** DATA SUPPLIED **
****************************************
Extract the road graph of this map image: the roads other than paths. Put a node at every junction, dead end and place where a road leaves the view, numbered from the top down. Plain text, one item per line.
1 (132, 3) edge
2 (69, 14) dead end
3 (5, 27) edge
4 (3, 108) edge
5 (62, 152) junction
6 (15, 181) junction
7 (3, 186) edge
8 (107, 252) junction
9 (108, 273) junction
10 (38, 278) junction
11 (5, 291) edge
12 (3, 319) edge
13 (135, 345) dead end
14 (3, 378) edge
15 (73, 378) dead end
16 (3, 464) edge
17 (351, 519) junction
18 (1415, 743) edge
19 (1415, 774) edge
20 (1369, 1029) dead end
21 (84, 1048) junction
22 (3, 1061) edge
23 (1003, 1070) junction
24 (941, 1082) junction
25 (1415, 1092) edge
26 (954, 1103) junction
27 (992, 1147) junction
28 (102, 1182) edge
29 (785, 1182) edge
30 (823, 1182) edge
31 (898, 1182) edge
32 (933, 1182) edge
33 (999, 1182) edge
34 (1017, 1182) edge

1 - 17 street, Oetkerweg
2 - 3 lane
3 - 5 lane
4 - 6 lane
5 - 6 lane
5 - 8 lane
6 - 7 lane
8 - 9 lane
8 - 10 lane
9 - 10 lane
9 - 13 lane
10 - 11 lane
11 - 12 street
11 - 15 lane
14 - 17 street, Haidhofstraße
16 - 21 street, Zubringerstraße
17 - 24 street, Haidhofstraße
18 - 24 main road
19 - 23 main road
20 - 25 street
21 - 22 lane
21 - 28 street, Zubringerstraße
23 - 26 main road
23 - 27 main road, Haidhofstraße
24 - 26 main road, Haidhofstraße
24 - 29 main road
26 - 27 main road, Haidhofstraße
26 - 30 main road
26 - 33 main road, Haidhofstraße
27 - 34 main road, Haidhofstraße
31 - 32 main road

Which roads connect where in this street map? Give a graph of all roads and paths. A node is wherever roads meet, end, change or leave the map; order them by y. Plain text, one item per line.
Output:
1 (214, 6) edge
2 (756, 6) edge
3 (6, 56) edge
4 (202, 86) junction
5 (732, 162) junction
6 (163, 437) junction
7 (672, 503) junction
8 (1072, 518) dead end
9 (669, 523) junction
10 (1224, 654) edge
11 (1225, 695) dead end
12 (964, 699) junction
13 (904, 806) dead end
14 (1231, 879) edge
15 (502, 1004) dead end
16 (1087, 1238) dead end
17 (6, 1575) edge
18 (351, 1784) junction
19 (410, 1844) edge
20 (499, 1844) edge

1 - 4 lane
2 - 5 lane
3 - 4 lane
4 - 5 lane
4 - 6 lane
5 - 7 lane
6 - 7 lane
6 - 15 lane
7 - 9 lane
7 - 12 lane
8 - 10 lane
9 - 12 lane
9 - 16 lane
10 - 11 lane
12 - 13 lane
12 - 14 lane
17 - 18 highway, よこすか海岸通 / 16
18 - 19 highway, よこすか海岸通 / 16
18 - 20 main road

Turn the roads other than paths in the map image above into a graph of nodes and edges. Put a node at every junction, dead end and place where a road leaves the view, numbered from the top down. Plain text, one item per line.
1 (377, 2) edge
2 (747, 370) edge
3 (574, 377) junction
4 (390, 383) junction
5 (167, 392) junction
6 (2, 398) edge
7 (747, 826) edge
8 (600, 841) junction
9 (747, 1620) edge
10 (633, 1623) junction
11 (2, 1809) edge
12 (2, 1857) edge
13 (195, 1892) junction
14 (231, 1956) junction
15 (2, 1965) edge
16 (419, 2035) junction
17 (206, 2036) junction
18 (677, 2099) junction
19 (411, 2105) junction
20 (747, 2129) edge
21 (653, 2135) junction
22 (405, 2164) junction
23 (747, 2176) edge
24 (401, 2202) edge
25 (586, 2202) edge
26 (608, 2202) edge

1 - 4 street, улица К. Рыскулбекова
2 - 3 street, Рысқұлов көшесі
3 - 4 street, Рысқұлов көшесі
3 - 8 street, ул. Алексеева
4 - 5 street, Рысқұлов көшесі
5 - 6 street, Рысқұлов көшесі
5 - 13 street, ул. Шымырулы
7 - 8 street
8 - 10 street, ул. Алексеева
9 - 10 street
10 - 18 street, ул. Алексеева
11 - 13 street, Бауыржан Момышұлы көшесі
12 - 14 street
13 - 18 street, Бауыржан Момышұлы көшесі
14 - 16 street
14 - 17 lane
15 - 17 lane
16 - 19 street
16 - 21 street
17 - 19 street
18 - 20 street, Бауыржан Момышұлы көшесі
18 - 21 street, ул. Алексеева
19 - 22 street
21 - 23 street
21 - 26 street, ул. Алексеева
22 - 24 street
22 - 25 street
****************************************
** PROBLEM STATEMENT **
Restate the material word for word, keeping every line intact.

** ANSWER TO THE EXERCISE **
Extract the road graph of this map image: the roads other than paths. Put a node at every junction, dead end and place where a road leaves the view, numbered from the top down. Plain text, one item per line.
1 (132, 3) edge
2 (69, 14) dead end
3 (5, 27) edge
4 (3, 108) edge
5 (62, 152) junction
6 (15, 181) junction
7 (3, 186) edge
8 (107, 252) junction
9 (108, 273) junction
10 (38, 278) junction
11 (5, 291) edge
12 (3, 319) edge
13 (135, 345) dead end
14 (3, 378) edge
15 (73, 378) dead end
16 (3, 464) edge
17 (351, 519) junction
18 (1415, 743) edge
19 (1415, 774) edge
20 (1369, 1029) dead end
21 (84, 1048) junction
22 (3, 1061) edge
23 (1003, 1070) junction
24 (941, 1082) junction
25 (1415, 1092) edge
26 (954, 1103) junction
27 (992, 1147) junction
28 (102, 1182) edge
29 (785, 1182) edge
30 (823, 1182) edge
31 (898, 1182) edge
32 (933, 1182) edge
33 (999, 1182) edge
34 (1017, 1182) edge

1 - 17 street, Oetkerweg
2 - 3 lane
3 - 5 lane
4 - 6 lane
5 - 6 lane
5 - 8 lane
6 - 7 lane
8 - 9 lane
8 - 10 lane
9 - 10 lane
9 - 13 lane
10 - 11 lane
11 - 12 street
11 - 15 lane
14 - 17 street, Haidhofstraße
16 - 21 street, Zubringerstraße
17 - 24 street, Haidhofstraße
18 - 24 main road
19 - 23 main road
20 - 25 street
21 - 22 lane
21 - 28 street, Zubringerstraße
23 - 26 main road
23 - 27 main road, Haidhofstraße
24 - 26 main road, Haidhofstraße
24 - 29 main road
26 - 27 main road, Haidhofstraße
26 - 30 main road
26 - 33 main road, Haidhofstraße
27 - 34 main road, Haidhofstraße
31 - 32 main road

Which roads connect where in this street map? Give a graph of all roads and paths. A node is wherever roads meet, end, change or leave the map; order them by y. Plain text, one item per line.
Output:
1 (214, 6) edge
2 (756, 6) edge
3 (6, 56) edge
4 (202, 86) junction
5 (732, 162) junction
6 (163, 437) junction
7 (672, 503) junction
8 (1072, 518) dead end
9 (669, 523) junction
10 (1224, 654) edge
11 (1225, 695) dead end
12 (964, 699) junction
13 (904, 806) dead end
14 (1231, 879) edge
15 (502, 1004) dead end
16 (1087, 1238) dead end
17 (6, 1575) edge
18 (351, 1784) junction
19 (410, 1844) edge
20 (499, 1844) edge

1 - 4 lane
2 - 5 lane
3 - 4 lane
4 - 5 lane
4 - 6 lane
5 - 7 lane
6 - 7 lane
6 - 15 lane
7 - 9 lane
7 - 12 lane
8 - 10 lane
9 - 12 lane
9 - 16 lane
10 - 11 lane
12 - 13 lane
12 - 14 lane
17 - 18 highway, よこすか海岸通 / 16
18 - 19 highway, よこすか海岸通 / 16
18 - 20 main road

Turn the roads other than paths in the map image above into a graph of nodes and edges. Put a node at every junction, dead end and place where a road leaves the view, numbered from the top down. Plain text, one item per line.
1 (377, 2) edge
2 (747, 370) edge
3 (574, 377) junction
4 (390, 383) junction
5 (167, 392) junction
6 (2, 398) edge
7 (747, 826) edge
8 (600, 841) junction
9 (747, 1620) edge
10 (633, 1623) junction
11 (2, 1809) edge
12 (2, 1857) edge
13 (195, 1892) junction
14 (231, 1956) junction
15 (2, 1965) edge
16 (419, 2035) junction
17 (206, 2036) junction
18 (677, 2099) junction
19 (411, 2105) junction
20 (747, 2129) edge
21 (653, 2135) junction
22 (405, 2164) junction
23 (747, 2176) edge
24 (401, 2202) edge
25 (586, 2202) edge
26 (608, 2202) edge

1 - 4 street, улица К. Рыскулбекова
2 - 3 street, Рысқұлов көшесі
3 - 4 street, Рысқұлов көшесі
3 - 8 street, ул. Алексеева
4 - 5 street, Рысқұлов көшесі
5 - 6 street, Рысқұлов көшесі
5 - 13 street, ул. Шымырулы
7 - 8 street
8 - 10 street, ул. Алексеева
9 - 10 street
10 - 18 street, ул. Алексеева
11 - 13 street, Бауыржан Момышұлы көшесі
12 - 14 street
13 - 18 street, Бауыржан Момышұлы көшесі
14 - 16 street
14 - 17 lane
15 - 17 lane
16 - 19 street
16 - 21 street
17 - 19 street
18 - 20 street, Бауыржан Момышұлы көшесі
18 - 21 street, ул. Алексеева
19 - 22 street
21 - 23 street
21 - 26 street, ул. Алексеева
22 - 24 street
22 - 25 street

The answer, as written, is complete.